EXTRACTED INFORMATION section start

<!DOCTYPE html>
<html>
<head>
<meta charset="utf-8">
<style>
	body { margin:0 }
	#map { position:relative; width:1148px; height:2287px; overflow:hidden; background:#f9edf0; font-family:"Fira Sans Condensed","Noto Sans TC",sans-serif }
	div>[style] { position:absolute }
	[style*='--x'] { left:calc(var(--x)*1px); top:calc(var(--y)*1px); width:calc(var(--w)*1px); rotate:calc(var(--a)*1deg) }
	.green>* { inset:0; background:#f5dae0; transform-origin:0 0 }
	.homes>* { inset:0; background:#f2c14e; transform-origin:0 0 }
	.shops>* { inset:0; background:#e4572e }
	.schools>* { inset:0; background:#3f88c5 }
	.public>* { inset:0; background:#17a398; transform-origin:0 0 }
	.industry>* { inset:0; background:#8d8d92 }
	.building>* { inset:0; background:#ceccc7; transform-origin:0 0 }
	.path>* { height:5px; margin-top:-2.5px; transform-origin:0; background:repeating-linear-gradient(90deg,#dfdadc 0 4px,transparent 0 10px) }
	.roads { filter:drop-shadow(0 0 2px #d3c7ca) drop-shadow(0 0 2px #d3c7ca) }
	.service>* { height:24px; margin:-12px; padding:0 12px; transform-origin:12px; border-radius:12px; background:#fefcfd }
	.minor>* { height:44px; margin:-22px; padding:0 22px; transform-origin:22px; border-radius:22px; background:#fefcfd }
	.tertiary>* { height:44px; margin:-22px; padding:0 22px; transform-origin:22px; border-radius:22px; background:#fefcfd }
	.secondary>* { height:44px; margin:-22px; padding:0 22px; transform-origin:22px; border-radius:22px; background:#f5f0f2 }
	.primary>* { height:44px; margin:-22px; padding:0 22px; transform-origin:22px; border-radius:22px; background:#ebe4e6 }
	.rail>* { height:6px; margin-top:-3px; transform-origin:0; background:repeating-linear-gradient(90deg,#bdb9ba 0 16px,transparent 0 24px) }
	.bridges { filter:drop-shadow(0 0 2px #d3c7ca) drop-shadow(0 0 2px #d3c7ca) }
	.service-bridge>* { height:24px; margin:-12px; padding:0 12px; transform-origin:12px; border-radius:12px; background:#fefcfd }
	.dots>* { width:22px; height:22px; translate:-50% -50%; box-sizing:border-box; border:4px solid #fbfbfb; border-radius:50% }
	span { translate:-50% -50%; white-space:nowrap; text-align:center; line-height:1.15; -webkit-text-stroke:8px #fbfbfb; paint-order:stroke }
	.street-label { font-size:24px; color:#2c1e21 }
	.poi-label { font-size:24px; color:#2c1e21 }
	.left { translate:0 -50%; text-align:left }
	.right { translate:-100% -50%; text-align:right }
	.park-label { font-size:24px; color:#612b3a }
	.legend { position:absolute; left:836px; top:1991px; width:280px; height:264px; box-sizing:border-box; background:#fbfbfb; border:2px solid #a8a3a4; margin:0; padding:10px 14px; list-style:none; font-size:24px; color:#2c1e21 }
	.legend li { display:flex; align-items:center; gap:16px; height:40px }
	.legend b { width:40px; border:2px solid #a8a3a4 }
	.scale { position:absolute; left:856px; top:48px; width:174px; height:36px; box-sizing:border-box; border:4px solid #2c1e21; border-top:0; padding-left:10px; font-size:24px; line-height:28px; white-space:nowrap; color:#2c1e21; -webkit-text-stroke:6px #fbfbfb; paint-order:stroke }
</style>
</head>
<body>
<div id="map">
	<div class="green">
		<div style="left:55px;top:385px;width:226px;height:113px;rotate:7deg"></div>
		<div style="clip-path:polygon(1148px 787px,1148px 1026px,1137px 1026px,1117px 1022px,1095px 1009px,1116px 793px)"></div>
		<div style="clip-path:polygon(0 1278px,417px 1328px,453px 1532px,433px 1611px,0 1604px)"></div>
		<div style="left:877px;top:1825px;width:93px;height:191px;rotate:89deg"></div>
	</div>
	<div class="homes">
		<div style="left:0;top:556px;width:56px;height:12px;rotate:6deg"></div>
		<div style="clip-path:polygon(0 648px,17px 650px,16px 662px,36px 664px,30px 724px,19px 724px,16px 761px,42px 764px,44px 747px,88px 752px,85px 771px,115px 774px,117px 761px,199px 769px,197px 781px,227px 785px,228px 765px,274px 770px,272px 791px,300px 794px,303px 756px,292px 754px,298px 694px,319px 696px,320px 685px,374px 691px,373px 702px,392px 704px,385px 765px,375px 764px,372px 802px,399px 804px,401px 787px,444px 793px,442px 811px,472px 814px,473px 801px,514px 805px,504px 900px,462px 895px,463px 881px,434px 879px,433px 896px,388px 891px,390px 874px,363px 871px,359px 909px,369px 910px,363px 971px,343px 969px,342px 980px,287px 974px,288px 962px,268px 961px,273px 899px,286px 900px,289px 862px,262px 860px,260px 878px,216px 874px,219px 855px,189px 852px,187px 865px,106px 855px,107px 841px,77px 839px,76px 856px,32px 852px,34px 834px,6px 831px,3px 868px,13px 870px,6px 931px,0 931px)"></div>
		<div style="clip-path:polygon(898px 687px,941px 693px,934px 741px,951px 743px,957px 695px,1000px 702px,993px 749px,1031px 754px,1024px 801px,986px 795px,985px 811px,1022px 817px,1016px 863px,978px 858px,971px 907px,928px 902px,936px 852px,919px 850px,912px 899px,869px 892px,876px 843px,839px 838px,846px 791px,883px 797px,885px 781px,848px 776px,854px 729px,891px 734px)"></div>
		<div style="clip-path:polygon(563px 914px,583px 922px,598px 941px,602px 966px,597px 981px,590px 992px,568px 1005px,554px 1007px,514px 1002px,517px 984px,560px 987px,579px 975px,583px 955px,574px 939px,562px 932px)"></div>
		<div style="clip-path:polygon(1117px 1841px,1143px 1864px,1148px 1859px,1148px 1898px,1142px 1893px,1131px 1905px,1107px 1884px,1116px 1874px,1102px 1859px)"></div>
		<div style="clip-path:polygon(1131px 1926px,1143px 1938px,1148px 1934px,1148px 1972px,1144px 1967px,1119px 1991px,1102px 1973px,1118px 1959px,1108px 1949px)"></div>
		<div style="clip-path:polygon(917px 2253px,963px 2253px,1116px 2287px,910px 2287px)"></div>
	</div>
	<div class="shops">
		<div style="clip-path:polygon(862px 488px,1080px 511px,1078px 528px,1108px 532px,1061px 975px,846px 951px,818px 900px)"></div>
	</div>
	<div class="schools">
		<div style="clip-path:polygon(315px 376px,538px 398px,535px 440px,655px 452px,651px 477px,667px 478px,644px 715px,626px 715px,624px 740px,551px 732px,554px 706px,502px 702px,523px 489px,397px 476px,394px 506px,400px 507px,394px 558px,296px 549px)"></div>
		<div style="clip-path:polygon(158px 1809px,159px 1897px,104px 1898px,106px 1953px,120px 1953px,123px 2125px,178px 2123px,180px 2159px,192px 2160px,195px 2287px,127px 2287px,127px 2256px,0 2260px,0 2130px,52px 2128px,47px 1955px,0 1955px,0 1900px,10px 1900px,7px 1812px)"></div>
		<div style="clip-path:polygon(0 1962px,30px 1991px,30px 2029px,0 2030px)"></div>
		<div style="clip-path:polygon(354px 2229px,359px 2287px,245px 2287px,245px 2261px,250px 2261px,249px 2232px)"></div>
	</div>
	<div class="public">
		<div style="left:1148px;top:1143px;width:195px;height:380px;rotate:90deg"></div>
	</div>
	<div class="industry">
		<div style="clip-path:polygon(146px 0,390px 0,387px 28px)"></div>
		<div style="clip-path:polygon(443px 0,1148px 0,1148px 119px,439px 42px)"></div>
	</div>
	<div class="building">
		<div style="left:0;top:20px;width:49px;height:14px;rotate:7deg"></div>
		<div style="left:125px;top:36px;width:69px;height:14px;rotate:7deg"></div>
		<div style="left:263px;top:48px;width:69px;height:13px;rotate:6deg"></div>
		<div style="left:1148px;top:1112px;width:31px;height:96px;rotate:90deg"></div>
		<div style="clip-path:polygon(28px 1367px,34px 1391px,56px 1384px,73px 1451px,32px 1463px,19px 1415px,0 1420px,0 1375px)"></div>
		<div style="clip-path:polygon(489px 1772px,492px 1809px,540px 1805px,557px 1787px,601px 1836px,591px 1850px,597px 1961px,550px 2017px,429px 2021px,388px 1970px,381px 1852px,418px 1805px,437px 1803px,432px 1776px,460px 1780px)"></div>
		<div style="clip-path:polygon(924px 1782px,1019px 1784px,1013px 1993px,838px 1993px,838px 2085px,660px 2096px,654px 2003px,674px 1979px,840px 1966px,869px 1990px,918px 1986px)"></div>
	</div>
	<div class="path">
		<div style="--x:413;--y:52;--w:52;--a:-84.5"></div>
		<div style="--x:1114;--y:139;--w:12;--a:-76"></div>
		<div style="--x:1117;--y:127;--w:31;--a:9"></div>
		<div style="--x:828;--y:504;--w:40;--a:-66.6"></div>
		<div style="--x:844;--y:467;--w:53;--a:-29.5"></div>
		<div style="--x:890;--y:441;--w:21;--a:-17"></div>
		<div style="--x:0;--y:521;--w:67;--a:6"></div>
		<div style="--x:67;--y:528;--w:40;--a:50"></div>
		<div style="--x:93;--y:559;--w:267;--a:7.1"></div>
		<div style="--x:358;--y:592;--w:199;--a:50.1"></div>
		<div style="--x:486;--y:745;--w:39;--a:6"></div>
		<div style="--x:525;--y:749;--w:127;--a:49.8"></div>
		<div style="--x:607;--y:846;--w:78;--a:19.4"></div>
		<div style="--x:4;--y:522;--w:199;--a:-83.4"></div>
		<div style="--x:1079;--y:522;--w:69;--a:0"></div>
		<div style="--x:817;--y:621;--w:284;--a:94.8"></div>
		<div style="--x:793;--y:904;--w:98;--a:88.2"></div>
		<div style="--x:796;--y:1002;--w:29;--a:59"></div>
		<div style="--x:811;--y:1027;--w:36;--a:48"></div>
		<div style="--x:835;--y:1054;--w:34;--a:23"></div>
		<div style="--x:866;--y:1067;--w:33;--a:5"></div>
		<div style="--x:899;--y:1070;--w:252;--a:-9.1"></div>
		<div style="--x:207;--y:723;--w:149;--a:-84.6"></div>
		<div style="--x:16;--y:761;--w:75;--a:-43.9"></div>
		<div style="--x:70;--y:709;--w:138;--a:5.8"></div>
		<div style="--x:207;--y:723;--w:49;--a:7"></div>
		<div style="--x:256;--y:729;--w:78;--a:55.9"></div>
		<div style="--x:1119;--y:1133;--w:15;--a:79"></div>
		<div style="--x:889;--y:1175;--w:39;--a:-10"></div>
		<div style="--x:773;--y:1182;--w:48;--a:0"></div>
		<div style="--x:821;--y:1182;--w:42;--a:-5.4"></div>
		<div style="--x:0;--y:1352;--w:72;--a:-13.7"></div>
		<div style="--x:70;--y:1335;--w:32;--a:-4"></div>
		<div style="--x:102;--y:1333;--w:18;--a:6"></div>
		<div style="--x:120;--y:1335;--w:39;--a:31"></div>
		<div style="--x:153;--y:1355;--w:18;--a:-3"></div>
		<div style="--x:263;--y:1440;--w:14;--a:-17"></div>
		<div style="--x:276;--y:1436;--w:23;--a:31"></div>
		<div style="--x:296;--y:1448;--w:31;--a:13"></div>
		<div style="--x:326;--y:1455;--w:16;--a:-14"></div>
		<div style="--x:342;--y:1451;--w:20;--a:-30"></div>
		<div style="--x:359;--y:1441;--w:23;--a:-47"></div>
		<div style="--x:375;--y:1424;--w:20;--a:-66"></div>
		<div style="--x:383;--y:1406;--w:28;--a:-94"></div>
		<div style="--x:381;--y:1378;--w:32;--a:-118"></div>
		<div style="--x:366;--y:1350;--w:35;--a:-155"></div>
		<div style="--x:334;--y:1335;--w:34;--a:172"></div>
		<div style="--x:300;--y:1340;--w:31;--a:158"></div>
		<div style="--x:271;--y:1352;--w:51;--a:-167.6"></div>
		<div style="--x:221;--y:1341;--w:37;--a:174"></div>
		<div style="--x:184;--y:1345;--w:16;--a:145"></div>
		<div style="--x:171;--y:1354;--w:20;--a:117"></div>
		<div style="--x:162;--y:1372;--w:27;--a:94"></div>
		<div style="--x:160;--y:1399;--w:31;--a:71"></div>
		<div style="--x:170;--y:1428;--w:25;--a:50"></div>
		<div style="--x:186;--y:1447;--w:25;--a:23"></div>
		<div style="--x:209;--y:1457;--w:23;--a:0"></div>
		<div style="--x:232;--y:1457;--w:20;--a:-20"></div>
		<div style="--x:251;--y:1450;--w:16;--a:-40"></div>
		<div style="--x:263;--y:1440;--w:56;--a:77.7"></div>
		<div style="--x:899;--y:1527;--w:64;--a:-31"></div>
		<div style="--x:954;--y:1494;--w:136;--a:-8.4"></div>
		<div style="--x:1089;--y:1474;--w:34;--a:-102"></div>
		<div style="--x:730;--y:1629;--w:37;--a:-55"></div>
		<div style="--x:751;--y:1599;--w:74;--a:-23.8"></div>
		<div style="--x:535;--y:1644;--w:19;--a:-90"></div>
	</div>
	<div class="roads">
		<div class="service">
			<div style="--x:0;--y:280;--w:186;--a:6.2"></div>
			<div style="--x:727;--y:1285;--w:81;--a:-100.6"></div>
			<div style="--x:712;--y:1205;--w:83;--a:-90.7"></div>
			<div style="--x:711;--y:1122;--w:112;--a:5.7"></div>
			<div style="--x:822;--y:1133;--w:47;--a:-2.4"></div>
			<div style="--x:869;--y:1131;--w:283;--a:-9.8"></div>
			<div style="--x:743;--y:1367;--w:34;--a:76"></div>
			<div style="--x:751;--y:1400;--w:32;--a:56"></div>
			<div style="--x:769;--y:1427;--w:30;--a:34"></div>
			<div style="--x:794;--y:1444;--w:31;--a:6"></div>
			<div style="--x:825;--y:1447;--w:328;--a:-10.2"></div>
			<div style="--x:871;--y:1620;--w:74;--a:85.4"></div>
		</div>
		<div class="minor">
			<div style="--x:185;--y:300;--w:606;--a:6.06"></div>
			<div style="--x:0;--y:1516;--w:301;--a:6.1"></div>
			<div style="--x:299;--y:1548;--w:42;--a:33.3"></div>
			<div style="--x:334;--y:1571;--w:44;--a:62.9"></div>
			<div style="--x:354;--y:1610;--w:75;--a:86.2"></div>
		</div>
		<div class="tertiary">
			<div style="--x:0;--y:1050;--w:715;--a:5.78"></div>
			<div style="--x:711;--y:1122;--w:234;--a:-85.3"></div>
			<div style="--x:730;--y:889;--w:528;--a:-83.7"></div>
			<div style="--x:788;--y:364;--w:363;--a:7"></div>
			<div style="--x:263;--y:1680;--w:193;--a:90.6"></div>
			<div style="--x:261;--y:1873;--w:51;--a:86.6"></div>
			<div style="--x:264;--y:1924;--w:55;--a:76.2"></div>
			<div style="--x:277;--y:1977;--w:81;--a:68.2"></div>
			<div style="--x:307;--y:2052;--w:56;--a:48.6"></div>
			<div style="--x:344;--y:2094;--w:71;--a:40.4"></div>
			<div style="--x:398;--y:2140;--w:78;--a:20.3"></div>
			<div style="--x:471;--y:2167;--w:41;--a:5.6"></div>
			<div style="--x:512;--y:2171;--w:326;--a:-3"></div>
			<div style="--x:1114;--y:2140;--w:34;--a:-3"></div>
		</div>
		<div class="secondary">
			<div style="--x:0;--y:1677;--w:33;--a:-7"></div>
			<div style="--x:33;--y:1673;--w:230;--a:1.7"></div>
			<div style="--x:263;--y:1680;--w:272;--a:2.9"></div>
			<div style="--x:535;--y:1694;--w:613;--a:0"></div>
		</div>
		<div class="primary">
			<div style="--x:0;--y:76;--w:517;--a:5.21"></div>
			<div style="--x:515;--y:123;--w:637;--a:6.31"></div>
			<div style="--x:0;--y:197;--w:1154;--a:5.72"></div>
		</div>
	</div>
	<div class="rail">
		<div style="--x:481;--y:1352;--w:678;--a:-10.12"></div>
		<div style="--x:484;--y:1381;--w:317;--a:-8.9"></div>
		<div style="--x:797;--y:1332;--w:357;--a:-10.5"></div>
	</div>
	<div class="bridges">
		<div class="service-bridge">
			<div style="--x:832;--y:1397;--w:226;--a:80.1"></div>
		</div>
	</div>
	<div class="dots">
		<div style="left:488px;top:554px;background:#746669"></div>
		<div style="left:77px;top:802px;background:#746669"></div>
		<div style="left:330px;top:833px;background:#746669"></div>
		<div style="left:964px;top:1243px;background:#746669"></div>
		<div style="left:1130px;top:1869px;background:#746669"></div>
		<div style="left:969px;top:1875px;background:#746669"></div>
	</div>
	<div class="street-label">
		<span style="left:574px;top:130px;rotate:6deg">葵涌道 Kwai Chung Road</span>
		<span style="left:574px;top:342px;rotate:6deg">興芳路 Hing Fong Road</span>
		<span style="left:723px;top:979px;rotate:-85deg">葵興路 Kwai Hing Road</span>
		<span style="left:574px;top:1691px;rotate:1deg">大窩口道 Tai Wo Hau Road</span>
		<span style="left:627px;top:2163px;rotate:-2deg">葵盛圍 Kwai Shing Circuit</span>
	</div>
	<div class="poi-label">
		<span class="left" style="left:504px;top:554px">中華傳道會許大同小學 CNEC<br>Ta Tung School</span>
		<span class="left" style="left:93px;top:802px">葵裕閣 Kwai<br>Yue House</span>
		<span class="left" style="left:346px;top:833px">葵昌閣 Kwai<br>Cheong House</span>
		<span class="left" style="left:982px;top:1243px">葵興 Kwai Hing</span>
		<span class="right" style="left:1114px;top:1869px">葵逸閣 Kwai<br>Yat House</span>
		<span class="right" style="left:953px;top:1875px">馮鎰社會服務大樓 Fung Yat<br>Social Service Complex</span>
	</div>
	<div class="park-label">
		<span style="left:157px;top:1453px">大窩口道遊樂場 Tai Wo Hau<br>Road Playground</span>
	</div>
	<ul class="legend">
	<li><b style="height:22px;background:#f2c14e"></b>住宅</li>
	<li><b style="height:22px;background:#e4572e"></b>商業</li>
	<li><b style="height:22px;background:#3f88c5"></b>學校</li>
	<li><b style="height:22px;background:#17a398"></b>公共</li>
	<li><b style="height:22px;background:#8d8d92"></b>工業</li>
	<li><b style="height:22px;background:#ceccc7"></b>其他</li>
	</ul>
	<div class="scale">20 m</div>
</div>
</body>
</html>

EXTRACTED INFORMATION section end

TASK ITEM:
For the string "center", return every line of the data where it appears.

EXERCISE RESULT:
	span { translate:-50% -50%; white-space:nowrap; text-align:center; line-height:1.15; -webkit-text-stroke:8px #fbfbfb; paint-order:stroke }
	.legend li { display:flex; align-items:center; gap:16px; height:40px }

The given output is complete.